Matteo Zola, con la collaborazione di Alessandro Ajres, Ilona Babkina, Oleksiy Bondarenko, Andrea Braschayko, Giovanni Catelli, Davide Denti, Michal L. Giffoni, e Sofiya Stetsenko, ha approfondito e sviscerato il conflitto ucraino nel suo completo sviluppo. In questo articolo, oltre a una breve recensione del libro ““Ucraina – Alle radici della guerra” (Paesi Edizioni, 2022) sono state inserite delle domande che abbiamo posto all’autore, per analizzare al meglio i punti salienti del libro.
“Ucraina – alle radici della guerra” (Paesi Edizioni, 2022) a cura di Matteo Zola è la mappa di cui abbiamo bisogno per seguire senza perderci, il conflitto che si sta consumando in Europa.

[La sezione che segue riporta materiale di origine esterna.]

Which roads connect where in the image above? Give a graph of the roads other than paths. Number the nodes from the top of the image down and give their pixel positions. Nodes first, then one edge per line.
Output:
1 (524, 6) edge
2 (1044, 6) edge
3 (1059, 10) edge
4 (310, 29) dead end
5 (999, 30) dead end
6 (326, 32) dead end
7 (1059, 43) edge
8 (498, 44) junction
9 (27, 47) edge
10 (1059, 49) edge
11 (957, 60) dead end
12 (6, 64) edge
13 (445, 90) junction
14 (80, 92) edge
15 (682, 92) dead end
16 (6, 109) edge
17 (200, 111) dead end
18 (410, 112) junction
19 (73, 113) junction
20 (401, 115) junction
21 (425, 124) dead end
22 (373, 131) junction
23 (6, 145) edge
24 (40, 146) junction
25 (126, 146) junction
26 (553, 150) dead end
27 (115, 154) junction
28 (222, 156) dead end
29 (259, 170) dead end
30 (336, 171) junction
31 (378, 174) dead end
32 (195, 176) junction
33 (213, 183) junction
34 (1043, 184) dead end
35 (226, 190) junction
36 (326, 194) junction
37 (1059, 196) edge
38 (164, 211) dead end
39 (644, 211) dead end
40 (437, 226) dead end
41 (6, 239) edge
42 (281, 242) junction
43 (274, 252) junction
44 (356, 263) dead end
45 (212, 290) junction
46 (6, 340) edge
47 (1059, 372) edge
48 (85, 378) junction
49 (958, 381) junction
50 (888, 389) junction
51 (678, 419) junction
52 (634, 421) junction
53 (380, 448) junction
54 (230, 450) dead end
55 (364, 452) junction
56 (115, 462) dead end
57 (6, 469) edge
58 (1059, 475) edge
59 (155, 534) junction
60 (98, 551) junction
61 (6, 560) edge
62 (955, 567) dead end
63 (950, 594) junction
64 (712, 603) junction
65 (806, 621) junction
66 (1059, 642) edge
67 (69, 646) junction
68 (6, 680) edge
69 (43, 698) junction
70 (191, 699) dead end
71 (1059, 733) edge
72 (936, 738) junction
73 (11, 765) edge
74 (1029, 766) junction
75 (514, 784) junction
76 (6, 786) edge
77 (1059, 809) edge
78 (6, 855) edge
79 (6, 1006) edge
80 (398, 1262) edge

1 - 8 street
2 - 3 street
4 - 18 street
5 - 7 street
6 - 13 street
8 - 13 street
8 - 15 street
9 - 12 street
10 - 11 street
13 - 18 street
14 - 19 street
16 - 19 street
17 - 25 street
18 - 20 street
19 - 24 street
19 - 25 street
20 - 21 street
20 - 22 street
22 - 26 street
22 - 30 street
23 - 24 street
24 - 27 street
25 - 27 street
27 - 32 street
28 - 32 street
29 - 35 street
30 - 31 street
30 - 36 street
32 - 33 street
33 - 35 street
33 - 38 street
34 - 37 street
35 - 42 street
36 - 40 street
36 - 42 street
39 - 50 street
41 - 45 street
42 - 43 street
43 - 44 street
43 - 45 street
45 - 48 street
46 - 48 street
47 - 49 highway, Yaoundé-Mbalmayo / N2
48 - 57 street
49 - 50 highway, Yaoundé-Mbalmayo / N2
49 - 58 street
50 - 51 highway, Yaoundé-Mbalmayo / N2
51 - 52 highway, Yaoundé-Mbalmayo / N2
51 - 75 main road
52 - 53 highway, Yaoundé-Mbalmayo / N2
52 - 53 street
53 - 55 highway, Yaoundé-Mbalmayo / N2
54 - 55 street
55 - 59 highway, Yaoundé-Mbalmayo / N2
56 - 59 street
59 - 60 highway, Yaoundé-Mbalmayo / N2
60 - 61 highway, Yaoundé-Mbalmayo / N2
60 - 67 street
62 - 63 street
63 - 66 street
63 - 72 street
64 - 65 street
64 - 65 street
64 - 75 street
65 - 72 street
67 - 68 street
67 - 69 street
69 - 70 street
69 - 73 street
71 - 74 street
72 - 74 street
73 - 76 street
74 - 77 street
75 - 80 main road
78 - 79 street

Come un percorso di Google Maps il libro di East Journal di evidenzia i “luoghi di interesse” tracciando, capitolo per capitolo, il miglior percorso per giungere alla chiara comprensione della guerra.

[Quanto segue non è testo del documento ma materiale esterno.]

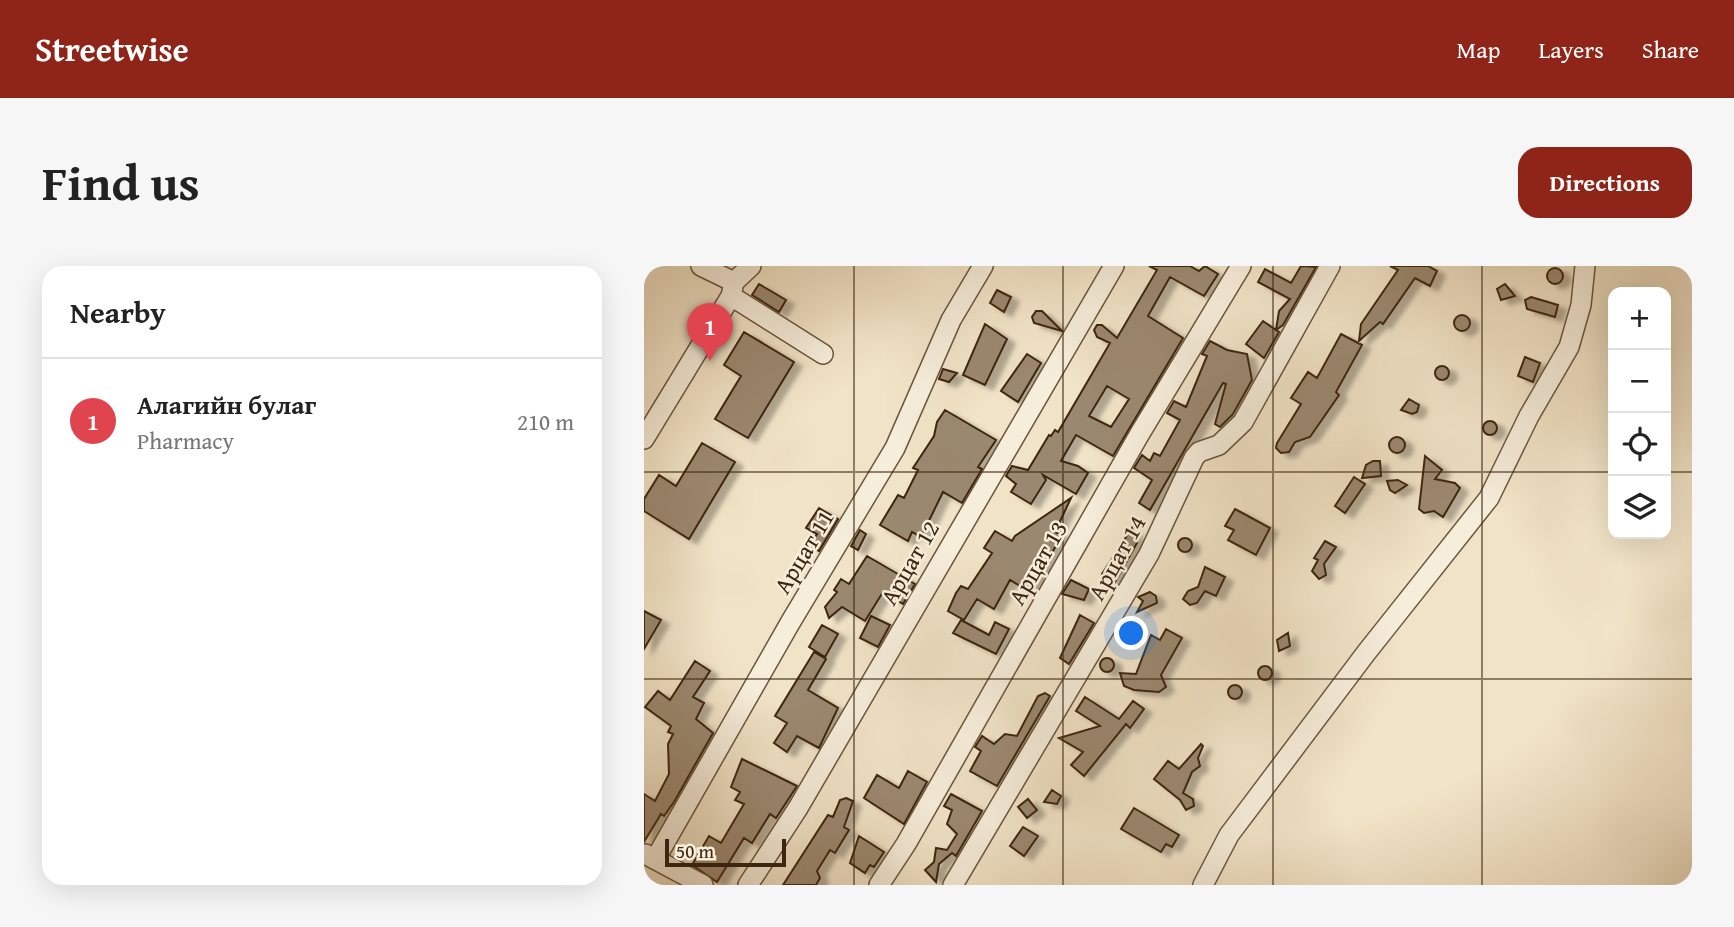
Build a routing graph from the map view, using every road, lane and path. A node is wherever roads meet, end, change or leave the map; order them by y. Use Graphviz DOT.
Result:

Primo merito degli autori del libro (acquista qui) è sicuramente la scelta del linguaggio: specifico, misurato e intuitivo. Nonostante la vastità degli argomenti affrontati, non si viene risucchiati da un vortice di termini comprensibili solo “agli addetti ai lavori”, i tecnicismi sono abilmente spiegati; questo permette anche ai più navigati del diritto internazionale di riflettere su concetti come “diritto all’autodeterminazione dei popoli”, o “divieto di aggressione”. Nulla è dato per assodato in questo libro che sembra aver scelto il ruolo di bussola in quella che è, a tutti gli effetti, una tempesta nelle relazioni internazionali. L’analisi procede attraverso macro-tematiche: la storia dell’Ucraina, le sfaccettature della società ucraina e il suo rapporto con la sfera politica, i rapporti bilaterali russo-ucraini, e i personaggi protagonisti del conflitto. Prima di addentrarci nella recensione, chiediamo all’autore:
Ci sono delle tematiche, soprattutto a livello “micro” che non sono state inserite nella ricostruzione dei fatti? Se sì perché?

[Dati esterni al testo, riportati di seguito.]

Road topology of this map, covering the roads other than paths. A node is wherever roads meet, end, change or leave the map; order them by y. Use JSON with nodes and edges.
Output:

Gli autori hanno sapientemente coniugato il racconto storico-politico con la spiegazione delle conseguenze nella guerra odierna. Eventi come la rivoluzione arancione, Euromaidan, l’invasione della Crimea, gli accordi di Minsk, vengono sviscerati e messi in connessione tra loro, permettendo al lettore di trasformare queste informazioni in strumento attivo di analisi politica. La storia del popolo ucraino ci porta a compiere inevitabilmente una profonda riflessione su concetti come sovranità, democrazia, nazionalismo, e confini territoriali. A prova della sensibilità degli autori verso queste tematiche è interessante la distinzione tracciata tra confine e frontiera da Zola nel capitolo “I confini ucraini sono artificiali?”: “Il confine è una linea immaginaria che separa; la frontiera invece è qualcosa che, nel momento in cui separa, unisce: è uno spazio in cui due società separate danno vita a processi di scambio”[1].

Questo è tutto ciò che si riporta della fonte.